[Opening Data to process section]

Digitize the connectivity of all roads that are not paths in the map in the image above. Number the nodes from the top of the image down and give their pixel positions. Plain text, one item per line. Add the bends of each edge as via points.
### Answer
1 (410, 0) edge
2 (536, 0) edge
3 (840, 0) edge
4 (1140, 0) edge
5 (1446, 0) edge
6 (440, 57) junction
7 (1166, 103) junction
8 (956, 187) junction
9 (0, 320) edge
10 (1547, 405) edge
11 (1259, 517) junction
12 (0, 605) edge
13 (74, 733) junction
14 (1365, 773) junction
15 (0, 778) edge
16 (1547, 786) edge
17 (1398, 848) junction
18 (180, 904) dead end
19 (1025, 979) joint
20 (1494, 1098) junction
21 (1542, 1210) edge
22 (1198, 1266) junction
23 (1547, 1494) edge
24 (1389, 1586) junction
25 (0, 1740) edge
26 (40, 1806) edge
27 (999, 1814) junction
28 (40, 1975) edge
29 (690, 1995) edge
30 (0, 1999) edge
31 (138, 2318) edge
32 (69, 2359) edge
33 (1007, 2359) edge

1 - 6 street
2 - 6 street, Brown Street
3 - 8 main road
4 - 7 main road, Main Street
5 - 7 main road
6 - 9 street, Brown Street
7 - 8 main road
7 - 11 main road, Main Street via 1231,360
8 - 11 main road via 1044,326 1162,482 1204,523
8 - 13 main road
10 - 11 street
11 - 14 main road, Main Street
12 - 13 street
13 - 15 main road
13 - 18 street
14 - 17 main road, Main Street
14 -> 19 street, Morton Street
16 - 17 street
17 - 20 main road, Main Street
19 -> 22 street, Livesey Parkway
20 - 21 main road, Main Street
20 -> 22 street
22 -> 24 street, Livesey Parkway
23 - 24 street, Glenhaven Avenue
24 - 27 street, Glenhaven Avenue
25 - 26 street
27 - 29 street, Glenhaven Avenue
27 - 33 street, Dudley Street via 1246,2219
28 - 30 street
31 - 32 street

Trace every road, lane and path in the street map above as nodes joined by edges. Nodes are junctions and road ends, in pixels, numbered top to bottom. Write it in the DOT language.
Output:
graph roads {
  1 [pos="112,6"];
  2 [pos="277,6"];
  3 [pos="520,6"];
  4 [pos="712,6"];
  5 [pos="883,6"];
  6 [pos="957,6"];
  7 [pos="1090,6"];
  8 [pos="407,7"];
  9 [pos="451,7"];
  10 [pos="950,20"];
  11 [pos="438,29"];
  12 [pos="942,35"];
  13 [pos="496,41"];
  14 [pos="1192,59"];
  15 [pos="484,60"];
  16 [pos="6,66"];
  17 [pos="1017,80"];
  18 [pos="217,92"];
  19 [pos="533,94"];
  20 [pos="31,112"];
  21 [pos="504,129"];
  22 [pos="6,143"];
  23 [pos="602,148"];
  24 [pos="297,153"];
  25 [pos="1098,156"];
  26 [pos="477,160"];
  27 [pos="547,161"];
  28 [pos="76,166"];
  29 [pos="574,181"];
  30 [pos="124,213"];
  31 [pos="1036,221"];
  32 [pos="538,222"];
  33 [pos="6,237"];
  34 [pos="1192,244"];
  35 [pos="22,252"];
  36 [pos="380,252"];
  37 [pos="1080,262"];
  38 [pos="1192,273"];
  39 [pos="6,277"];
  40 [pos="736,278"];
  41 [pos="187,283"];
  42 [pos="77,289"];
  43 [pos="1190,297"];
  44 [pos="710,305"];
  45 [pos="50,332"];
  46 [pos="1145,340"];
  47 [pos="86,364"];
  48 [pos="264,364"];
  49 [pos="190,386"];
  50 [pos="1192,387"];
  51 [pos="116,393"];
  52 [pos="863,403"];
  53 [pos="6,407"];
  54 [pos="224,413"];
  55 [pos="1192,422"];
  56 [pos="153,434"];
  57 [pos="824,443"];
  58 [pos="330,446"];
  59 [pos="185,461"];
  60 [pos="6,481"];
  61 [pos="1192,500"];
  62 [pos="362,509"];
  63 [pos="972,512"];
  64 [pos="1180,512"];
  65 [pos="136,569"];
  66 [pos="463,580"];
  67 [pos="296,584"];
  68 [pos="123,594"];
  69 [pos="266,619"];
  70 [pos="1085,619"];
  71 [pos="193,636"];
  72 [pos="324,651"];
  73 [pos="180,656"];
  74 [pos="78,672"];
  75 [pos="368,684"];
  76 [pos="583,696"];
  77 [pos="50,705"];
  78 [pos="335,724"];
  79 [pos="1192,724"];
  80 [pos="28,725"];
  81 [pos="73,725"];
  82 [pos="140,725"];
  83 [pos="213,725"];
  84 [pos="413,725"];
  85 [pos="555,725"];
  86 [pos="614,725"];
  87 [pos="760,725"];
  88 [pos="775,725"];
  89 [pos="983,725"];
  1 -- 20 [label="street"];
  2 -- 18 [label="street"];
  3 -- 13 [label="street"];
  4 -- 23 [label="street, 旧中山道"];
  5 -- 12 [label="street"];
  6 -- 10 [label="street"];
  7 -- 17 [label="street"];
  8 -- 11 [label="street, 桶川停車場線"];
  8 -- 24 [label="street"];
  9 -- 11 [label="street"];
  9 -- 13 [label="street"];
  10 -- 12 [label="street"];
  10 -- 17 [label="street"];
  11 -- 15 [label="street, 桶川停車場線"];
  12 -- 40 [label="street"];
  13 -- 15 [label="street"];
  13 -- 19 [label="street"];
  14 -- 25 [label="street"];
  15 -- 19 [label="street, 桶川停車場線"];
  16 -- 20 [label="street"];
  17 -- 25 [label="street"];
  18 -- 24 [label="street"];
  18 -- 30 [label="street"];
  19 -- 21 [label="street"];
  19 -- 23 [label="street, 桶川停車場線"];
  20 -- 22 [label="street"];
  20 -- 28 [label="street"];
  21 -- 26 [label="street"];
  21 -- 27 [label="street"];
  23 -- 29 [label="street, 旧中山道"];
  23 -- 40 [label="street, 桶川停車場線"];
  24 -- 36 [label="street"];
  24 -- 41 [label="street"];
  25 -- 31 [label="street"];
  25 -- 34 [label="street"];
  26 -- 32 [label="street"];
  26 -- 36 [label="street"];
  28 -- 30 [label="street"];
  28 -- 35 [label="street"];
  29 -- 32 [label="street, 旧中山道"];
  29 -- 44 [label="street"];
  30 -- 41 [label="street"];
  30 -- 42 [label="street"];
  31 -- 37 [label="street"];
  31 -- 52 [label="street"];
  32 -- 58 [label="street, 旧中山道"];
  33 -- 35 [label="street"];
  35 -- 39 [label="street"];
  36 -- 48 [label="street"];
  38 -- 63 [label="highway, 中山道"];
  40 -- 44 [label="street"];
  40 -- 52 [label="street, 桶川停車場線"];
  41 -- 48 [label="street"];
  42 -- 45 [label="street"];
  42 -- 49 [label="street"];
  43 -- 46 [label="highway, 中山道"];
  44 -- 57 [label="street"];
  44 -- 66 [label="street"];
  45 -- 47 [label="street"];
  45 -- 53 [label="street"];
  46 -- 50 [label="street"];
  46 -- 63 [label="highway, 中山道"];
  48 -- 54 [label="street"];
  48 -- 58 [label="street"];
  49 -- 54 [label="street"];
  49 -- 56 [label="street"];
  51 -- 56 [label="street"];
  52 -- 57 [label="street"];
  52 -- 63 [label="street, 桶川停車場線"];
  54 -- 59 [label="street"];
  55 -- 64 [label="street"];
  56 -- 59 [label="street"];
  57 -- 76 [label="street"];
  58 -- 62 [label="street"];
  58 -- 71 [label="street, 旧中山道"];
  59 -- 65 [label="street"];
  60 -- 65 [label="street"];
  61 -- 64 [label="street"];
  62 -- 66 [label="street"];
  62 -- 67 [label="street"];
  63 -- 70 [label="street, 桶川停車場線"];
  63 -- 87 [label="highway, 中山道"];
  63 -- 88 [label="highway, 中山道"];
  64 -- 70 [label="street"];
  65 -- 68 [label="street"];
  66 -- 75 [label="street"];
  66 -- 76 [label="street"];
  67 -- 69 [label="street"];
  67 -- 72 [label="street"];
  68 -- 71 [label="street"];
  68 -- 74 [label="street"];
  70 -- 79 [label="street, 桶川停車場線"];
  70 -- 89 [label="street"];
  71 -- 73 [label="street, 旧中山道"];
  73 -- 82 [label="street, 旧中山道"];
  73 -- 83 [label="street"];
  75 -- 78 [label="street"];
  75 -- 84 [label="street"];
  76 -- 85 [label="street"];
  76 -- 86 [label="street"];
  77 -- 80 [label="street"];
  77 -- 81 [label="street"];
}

[Closing Data to process section]

▸ **Work to be completed**: Using the records above, determine how many lines hold the word "Glenhaven", and answer with that figure only.

▸ **Answer to this problem**: 3